Action item: Copy whichever lines of the data hold the word "block".

Collected data entries:
*** Begin section ***
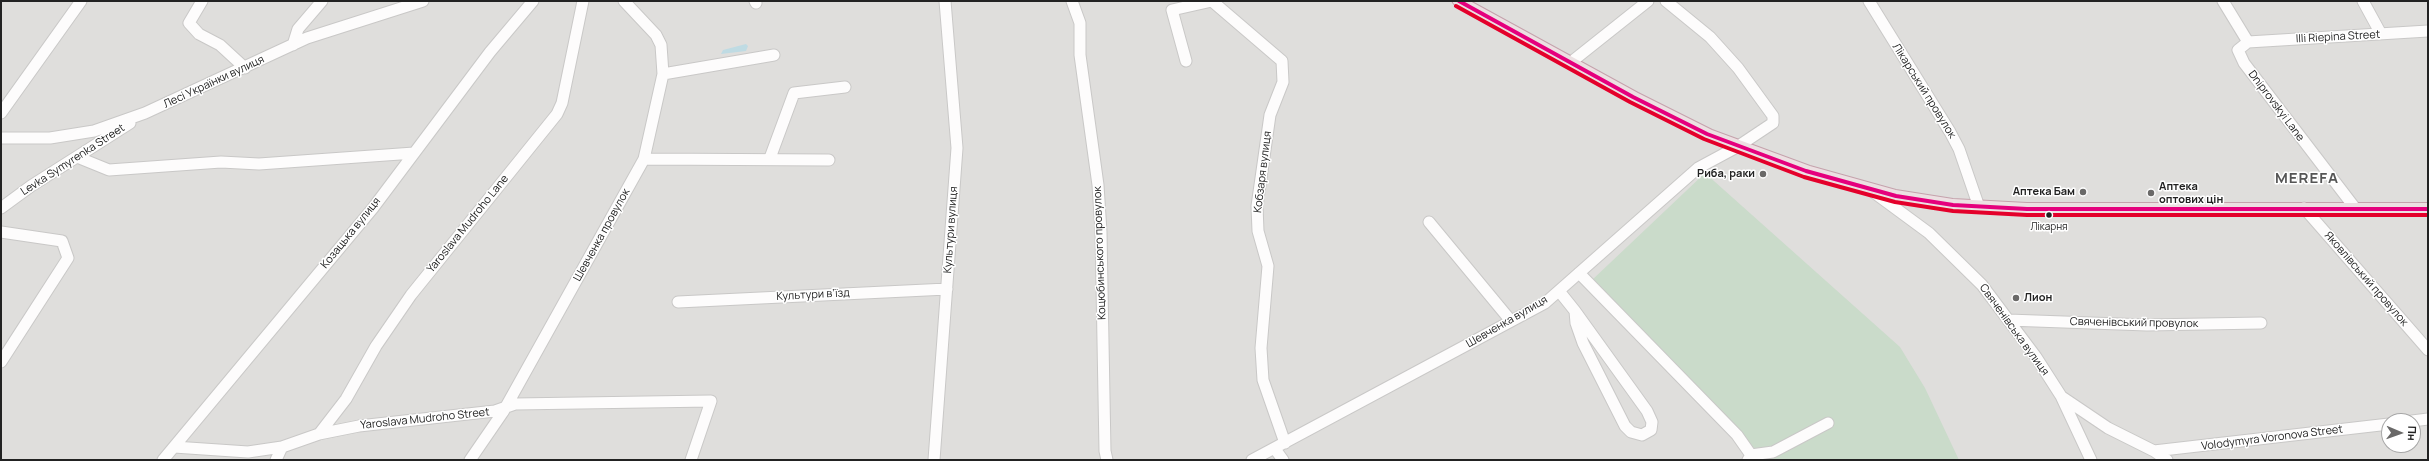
<!DOCTYPE html>
<html>
<head>
<meta charset="utf-8">
<style>
	body { margin:0 }
	#map { position:relative; width:2429px; height:461px; overflow:hidden; background:#f0eeeb; font-family:Manrope,sans-serif }
	canvas { display:block }
	.frame { position:absolute; inset:0; border:2px solid #222; pointer-events:none }
	.north { position:absolute; left:2381px; top:413px; width:40px; height:40px; box-sizing:border-box; background:#fff; border:1px solid #a7a7a7; border-radius:50%; rotate:92deg; font-size:11px; font-weight:700; line-height:16px; text-align:center; color:#222 }
	.north::after { content:''; display:block; margin:auto; width:14px; height:18px; background:#6a6968; clip-path:polygon(50% 0,100% 100%,50% 72%,0 100%) }
</style>
</head>
<body>
<div id="map">
<canvas width="2429" height="461"></canvas>
<div class="frame"></div>
<div class="north">Пн</div>
</div>
<script>
const c = document.querySelector('canvas').getContext('2d');
c.lineJoin = 'round';
function fill(path, color) { c.fillStyle = color; c.fill(path, 'evenodd'); }
const poly = rows => new Path2D(rows.map(r => 'M' + r).join(''));
function strokePath(path, color, width, dash) { c.strokeStyle = color; c.lineWidth = width; c.lineCap = dash ? 'butt' : 'round'; c.setLineDash(dash || []); c.stroke(path); }
function write(font, color, halo, rows, align = 'center') {
  c.font = font + ' Manrope,sans-serif'; c.lineWidth = 3; c.setLineDash([]); c.textBaseline = 'middle'; c.strokeStyle = halo; c.fillStyle = color; for (const [text, x, y, turn = 0] of rows) {
    c.save(); c.translate(x, y); c.rotate((+turn || 0) * Math.PI / 180); c.textAlign = isNaN(turn) ? turn : align; if (halo) c.strokeText(text, 0, 0); c.fillText(text, 0, 0); c.restore();
  }
}
fill(poly([
	[1,1,2428,1,2428,460,1,460],
	[2389,421,2413,421,2413,445,2389,445]
]), '#dfdedc');
fill(poly([
	[1705,173,1900,347,1925,388,1959,460,1756,460,1759,453,1591,281]
]), '#cadbca');
fill(poly([
	[746,44,748,46,746,51,721,54,723,50]
]), '#bfdbe3');
const minor = poly([
	[202,1,189,23,199,34,220,45,245,68],
	[755,1,756,3],
	[1072,1,1080,23,1080,55,1098,185,1101,232,1105,451,1107,460],
	[1212,1,1282,61,1283,82,1270,115,1257,206,1258,231,1268,266,1261,348,1263,380,1285,443],
	[1869,1,1950,132,1959,149,1979,207],
	[2223,1,2248,42,2238,50,2244,63,2355,208],
	[2363,1,2381,34],
	[2248,42,2428,31],
	[293,45,298,29,322,1],
	[1186,61,1172,10,1212,1],
	[1570,63,1648,1],
	[663,74,774,55],
	[1,113,81,1],
	[1,138,50,138,94,131,145,113,307,38,423,1],
	[77,157,109,170,221,162,259,164,414,153],
	[770,158,794,93,845,87],
	[644,159,829,160],
	[1872,191,1929,233,1982,285,2036,357,2061,396,2091,460],
	[1,208,31,186,130,123],
	[2304,208,2428,350],
	[1429,222,1511,321],
	[1,232,62,241,68,258,1,362],
	[1579,273,1737,435,1751,455,1748,460],
	[1559,291,1575,311],
	[678,302,947,289],
	[1575,311,1647,411,1652,422,1651,430,1642,435,1631,432,1625,426,1583,343,1576,323,1575,311],
	[2008,320,2147,325,2261,323],
	[2062,397,2108,428,2154,451,2167,460],
	[2412,421,2428,419],
	[319,434,346,399,376,346,411,295,557,114,562,103,583,1],
	[174,447,248,452,282,447,319,434,359,426,495,411,515,404,711,401,691,460],
	[1275,449,1283,460],
	[2154,451,2389,424],
	[1751,455,1773,452,1828,423],
	[163,460,373,208,490,52,533,1],
	[276,460,282,447],
	[470,460,503,412,644,159,663,74,661,45,656,35,624,1],
	[934,460,957,148,945,1],
	[1252,460,1545,303,1698,168,1737,147,1773,123,1773,116,1738,68,1710,37,1666,1]
]);
const highway = poly([
	[1452,1,1470,1,1638,93,1712,130,1810,166,1896,190,1953,199,2027,203,2428,203,2428,215,2027,215,1953,211,1896,202,1801,175,1702,138,1628,101,1454,4,1452,1]
]);
strokePath(minor, '#c9c8c7', 13);
strokePath(highway, '#c5a2ac', 2);
strokePath(minor, '#fdfcfc', 11);
fill(highway, '#ece0e2');
strokePath(poly([
	[1459,1,1633,97,1707,134,1806,171,1896,196,1953,205,2027,209,2428,209]
]), '#e5007d', 4);
strokePath(poly([
	[1456,6,1630,102,1704,139,1804,177,1895,202,1953,211,2027,215,2428,215]
]), '#e4002b', 4);
for (const [x, y, r, color] of [
	[1763,174,4,"#6a6968"],
	[2083,192,4,"#6a6968"],
	[2151,193,4,"#6a6968"],
	[2049,215,3.5,"#222"],
	[2016,298,4,"#6a6968"]
]) { const dot = new Path2D(); dot.arc(x, y, r, 0, 2 * Math.PI); c.fillStyle = color; c.fill(dot); strokePath(dot, '#fff', 1.5); }
write('10px', '#222', '#fff', [
	["Лікарня",2049,227]
]);
write('11px', '#222', '#fff', [
	["Illi Riepina Street",2338,37,-3],
	["Лесі Українки вулиця",214,82,-25],
	["Лікарський провулок",1924,91,58],
	["Dniprovskyi Lane",2276,106,53],
	["Levka Symyrenka Street",73,160,-33],
	["Кобзаря вулиця",1263,172,-83],
	["Yaroslava Mudroho Lane",468,224,-51],
	["Культури вулиця",951,230,-86],
	["Козацька вулиця",351,233,-51],
	["Шевченка провулок",602,235,-61],
	["Коцюбинського провулок",1100,253,-92],
	["Яковлівський провулок",2366,279,49],
	["Культури в’їзд",813,295,-3],
	["Шевченка вулиця",1507,322,-30],
	["Свяченівський провулок",2134,323,1],
	["Свяченівська вулиця",2014,330,54],
	["Yaroslava Mudroho Street",425,419,-6],
	["Volodymyra Voronova Street",2272,438,-7]
]);
write('bold 11px', '#222', '#fff', [
	["Риба, раки",1755,174],
	["Аптека",2159,187,"left"],
	["оптових цін",2159,200,"left"],
	["Аптека Бам",2075,192],
	["Лион",2024,298,"left"]
], 'right');
c.letterSpacing = '1px';
write('bold 15px', '#555', '#fff', [
	["MEREFA",2307,179]
]);
c.letterSpacing = '0px';
</script>
</body>
</html>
*** End section ***
Solved problem:
	canvas { display:block }
	.north::after { content:''; display:block; margin:auto; width:14px; height:18px; background:#6a6968; clip-path:polygon(50% 0,100% 100%,50% 72%,0 100%) }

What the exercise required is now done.